▶ **Stored data**:
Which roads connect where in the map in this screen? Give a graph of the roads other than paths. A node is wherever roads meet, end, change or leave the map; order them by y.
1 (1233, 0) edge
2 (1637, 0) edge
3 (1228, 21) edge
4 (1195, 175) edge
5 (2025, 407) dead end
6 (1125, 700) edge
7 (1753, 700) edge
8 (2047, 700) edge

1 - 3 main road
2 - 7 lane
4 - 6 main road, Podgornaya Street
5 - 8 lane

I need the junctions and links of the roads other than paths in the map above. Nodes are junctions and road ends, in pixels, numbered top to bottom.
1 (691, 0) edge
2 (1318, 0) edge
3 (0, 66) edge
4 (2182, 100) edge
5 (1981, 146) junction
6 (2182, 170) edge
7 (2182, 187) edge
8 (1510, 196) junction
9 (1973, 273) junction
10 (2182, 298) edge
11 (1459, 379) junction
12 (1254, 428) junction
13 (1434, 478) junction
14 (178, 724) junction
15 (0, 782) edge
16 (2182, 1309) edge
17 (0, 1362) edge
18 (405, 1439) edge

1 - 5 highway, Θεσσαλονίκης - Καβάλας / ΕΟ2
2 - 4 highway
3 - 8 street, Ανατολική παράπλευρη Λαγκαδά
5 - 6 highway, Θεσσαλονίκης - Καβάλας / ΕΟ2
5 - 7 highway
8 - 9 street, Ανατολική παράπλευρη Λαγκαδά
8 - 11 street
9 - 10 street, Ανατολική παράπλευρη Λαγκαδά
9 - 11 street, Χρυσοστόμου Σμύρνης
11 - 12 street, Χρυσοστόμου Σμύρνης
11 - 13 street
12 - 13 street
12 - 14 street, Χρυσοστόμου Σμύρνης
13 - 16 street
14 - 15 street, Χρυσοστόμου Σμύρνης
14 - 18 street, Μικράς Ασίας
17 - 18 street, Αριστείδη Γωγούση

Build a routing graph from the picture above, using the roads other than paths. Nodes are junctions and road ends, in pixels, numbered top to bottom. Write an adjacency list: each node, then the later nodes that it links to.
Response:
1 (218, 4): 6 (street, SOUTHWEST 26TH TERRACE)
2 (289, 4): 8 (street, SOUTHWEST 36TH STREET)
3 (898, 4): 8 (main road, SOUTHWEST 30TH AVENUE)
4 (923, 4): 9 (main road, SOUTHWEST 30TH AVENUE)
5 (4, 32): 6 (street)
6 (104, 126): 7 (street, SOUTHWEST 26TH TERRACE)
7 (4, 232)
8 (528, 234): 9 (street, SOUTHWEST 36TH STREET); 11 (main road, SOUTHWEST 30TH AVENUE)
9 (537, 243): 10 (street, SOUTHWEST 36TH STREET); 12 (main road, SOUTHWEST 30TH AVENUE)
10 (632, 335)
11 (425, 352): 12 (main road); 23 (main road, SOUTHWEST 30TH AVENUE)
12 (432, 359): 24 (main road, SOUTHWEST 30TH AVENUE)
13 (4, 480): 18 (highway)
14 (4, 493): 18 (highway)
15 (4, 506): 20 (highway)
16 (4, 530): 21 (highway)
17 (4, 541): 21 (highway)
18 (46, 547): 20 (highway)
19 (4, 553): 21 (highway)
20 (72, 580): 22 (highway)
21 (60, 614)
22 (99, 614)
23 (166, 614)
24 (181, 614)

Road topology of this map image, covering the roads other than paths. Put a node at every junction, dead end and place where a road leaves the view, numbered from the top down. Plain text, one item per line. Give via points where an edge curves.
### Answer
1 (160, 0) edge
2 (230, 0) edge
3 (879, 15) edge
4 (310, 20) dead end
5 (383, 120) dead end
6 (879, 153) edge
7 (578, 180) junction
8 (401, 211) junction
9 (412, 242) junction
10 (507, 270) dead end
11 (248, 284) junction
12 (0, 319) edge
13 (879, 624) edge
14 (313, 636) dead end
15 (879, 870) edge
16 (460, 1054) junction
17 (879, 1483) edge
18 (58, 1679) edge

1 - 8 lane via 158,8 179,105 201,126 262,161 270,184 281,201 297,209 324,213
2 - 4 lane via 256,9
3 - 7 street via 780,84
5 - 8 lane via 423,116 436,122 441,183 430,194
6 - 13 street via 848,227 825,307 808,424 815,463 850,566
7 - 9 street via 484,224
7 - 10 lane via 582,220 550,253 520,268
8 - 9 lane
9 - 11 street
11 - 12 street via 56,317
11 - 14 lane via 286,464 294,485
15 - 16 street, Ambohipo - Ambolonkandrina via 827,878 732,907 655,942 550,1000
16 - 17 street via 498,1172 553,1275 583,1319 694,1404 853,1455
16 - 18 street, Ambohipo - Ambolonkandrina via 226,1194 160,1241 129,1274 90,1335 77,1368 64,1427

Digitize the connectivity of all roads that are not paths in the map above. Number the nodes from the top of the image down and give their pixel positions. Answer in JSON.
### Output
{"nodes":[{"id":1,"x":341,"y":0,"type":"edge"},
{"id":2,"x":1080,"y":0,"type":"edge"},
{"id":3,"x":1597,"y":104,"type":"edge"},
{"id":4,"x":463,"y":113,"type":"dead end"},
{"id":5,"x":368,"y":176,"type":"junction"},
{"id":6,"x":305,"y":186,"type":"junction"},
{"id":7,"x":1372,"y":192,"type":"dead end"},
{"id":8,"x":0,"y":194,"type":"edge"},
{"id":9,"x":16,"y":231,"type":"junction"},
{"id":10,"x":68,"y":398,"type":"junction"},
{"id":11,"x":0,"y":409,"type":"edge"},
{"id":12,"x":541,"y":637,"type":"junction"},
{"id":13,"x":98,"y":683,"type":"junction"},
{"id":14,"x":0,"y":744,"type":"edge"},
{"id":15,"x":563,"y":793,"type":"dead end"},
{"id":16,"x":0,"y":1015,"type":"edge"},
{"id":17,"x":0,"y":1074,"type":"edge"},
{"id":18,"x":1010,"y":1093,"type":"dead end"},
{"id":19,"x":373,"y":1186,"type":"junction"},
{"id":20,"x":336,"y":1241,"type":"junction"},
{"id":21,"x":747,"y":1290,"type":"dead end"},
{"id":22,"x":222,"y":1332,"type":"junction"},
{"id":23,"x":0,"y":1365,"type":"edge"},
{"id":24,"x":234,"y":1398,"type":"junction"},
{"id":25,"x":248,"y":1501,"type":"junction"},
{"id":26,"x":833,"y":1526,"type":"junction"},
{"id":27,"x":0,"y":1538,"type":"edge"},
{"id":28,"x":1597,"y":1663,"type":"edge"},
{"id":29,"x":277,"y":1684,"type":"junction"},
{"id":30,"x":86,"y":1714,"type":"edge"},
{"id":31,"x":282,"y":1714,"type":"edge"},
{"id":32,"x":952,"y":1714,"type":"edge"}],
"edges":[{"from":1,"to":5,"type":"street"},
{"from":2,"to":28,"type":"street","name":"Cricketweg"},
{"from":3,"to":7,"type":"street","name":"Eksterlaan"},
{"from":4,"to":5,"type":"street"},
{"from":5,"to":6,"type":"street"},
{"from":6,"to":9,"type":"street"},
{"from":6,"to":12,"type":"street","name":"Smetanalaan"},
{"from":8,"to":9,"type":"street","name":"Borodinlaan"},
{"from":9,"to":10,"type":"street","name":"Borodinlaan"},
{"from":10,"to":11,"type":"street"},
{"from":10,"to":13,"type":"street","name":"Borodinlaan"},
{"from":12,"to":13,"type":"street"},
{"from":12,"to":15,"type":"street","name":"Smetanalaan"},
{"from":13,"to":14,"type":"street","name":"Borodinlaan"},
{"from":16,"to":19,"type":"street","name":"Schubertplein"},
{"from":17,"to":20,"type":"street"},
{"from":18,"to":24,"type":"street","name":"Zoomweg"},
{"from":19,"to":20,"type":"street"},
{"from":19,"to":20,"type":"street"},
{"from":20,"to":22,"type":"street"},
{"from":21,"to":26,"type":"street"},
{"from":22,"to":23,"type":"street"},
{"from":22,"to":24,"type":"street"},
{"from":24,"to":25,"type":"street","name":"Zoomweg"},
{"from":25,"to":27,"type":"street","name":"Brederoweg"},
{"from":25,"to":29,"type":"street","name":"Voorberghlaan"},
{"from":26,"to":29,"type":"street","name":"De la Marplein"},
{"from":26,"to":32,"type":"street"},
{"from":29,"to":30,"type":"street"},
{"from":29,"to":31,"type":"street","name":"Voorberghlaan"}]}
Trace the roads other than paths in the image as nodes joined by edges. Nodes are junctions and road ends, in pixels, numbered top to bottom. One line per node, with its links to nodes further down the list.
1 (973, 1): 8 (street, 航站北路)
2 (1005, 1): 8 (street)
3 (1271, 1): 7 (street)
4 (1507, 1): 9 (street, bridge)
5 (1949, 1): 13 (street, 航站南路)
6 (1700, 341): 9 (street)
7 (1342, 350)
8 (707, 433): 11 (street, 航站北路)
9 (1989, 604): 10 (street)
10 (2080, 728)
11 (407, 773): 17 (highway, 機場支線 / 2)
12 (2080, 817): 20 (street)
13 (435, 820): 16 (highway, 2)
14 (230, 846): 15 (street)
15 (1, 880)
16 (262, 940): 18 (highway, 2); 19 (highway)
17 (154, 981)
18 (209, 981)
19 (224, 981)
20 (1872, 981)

▶ **Exercise prompt**:
When a line in the data contains the string "junctions", copy that line.

▶ **Exercise solution**:
I need the junctions and links of the roads other than paths in the map above. Nodes are junctions and road ends, in pixels, numbered top to bottom.
Build a routing graph from the picture above, using the roads other than paths. Nodes are junctions and road ends, in pixels, numbered top to bottom. Write an adjacency list: each node, then the later nodes that it links to.
Trace the roads other than paths in the image as nodes joined by edges. Nodes are junctions and road ends, in pixels, numbered top to bottom. One line per node, with its links to nodes further down the list.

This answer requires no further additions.